[[ Task data, beginning ]]

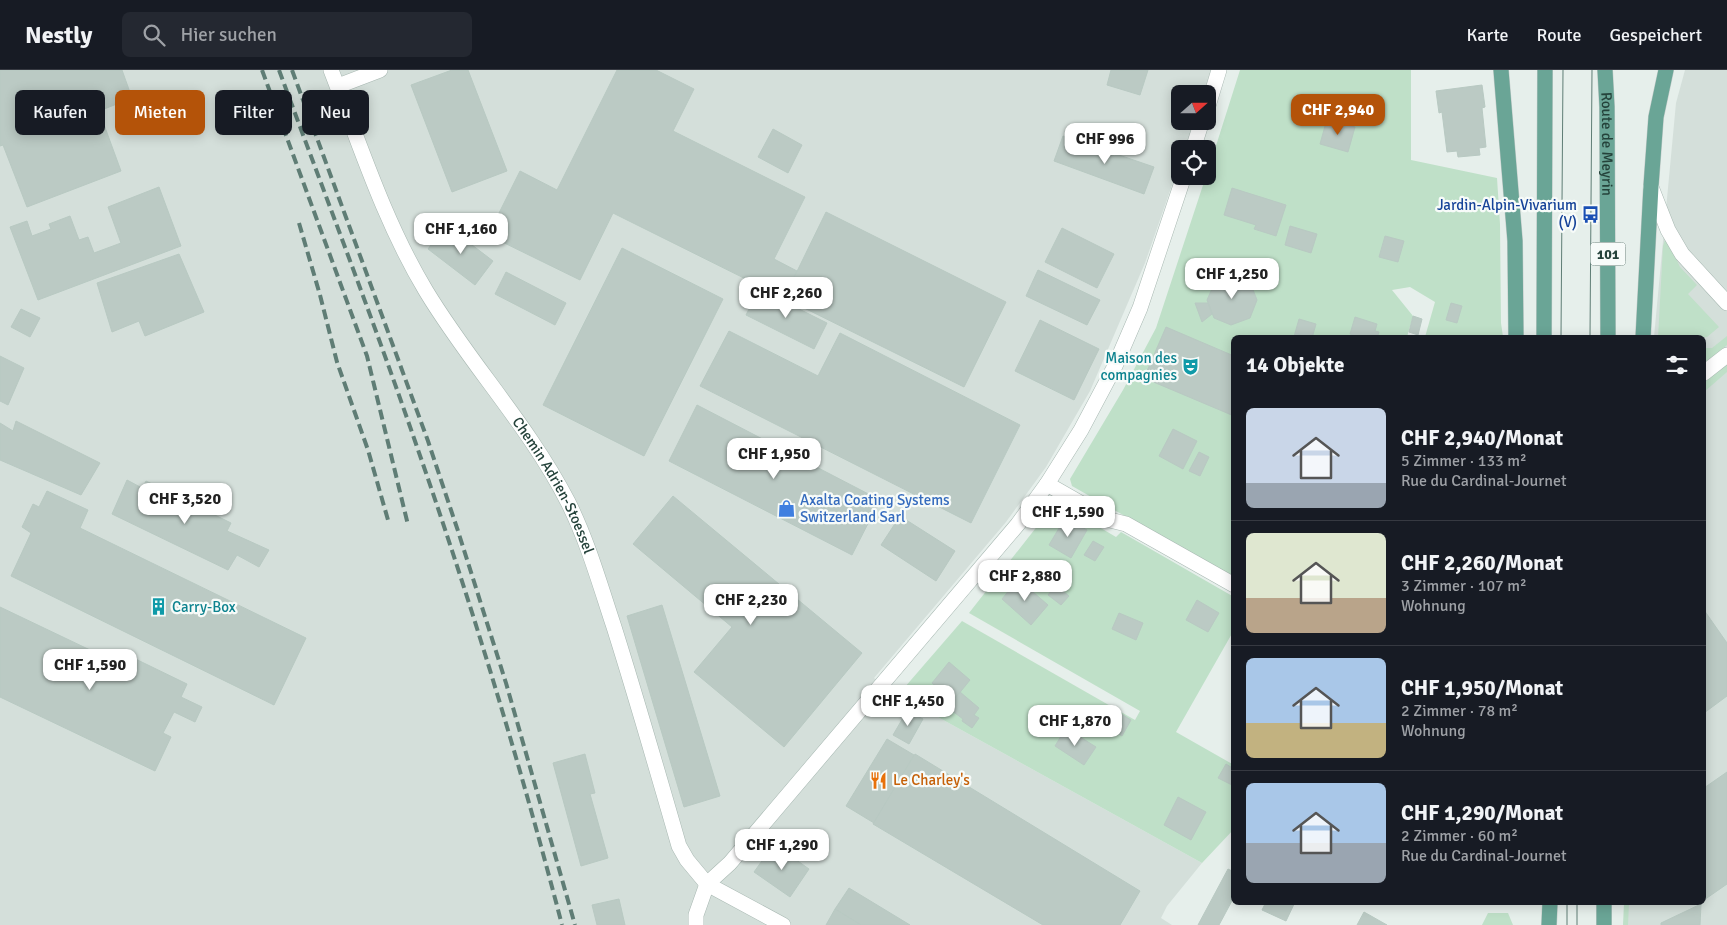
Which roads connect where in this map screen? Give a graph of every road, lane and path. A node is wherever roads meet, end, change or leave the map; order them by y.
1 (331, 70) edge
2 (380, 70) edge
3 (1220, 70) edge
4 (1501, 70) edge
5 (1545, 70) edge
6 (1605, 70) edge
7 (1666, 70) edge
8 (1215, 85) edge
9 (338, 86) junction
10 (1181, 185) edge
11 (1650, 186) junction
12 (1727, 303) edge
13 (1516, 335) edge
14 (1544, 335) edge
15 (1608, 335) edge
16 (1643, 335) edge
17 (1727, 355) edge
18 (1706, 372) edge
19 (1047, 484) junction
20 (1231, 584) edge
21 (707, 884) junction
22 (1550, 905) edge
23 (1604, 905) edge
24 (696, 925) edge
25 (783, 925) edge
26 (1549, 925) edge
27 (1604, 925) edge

[[ Task data, end ]]

Pictures in the records above should not be copied. Repeat everything else exactly.

Which roads connect where in this map screen? Give a graph of every road, lane and path. A node is wherever roads meet, end, change or leave the map; order them by y.
1 (331, 70) edge
2 (380, 70) edge
3 (1220, 70) edge
4 (1501, 70) edge
5 (1545, 70) edge
6 (1605, 70) edge
7 (1666, 70) edge
8 (1215, 85) edge
9 (338, 86) junction
10 (1181, 185) edge
11 (1650, 186) junction
12 (1727, 303) edge
13 (1516, 335) edge
14 (1544, 335) edge
15 (1608, 335) edge
16 (1643, 335) edge
17 (1727, 355) edge
18 (1706, 372) edge
19 (1047, 484) junction
20 (1231, 584) edge
21 (707, 884) junction
22 (1550, 905) edge
23 (1604, 905) edge
24 (696, 925) edge
25 (783, 925) edge
26 (1549, 925) edge
27 (1604, 925) edge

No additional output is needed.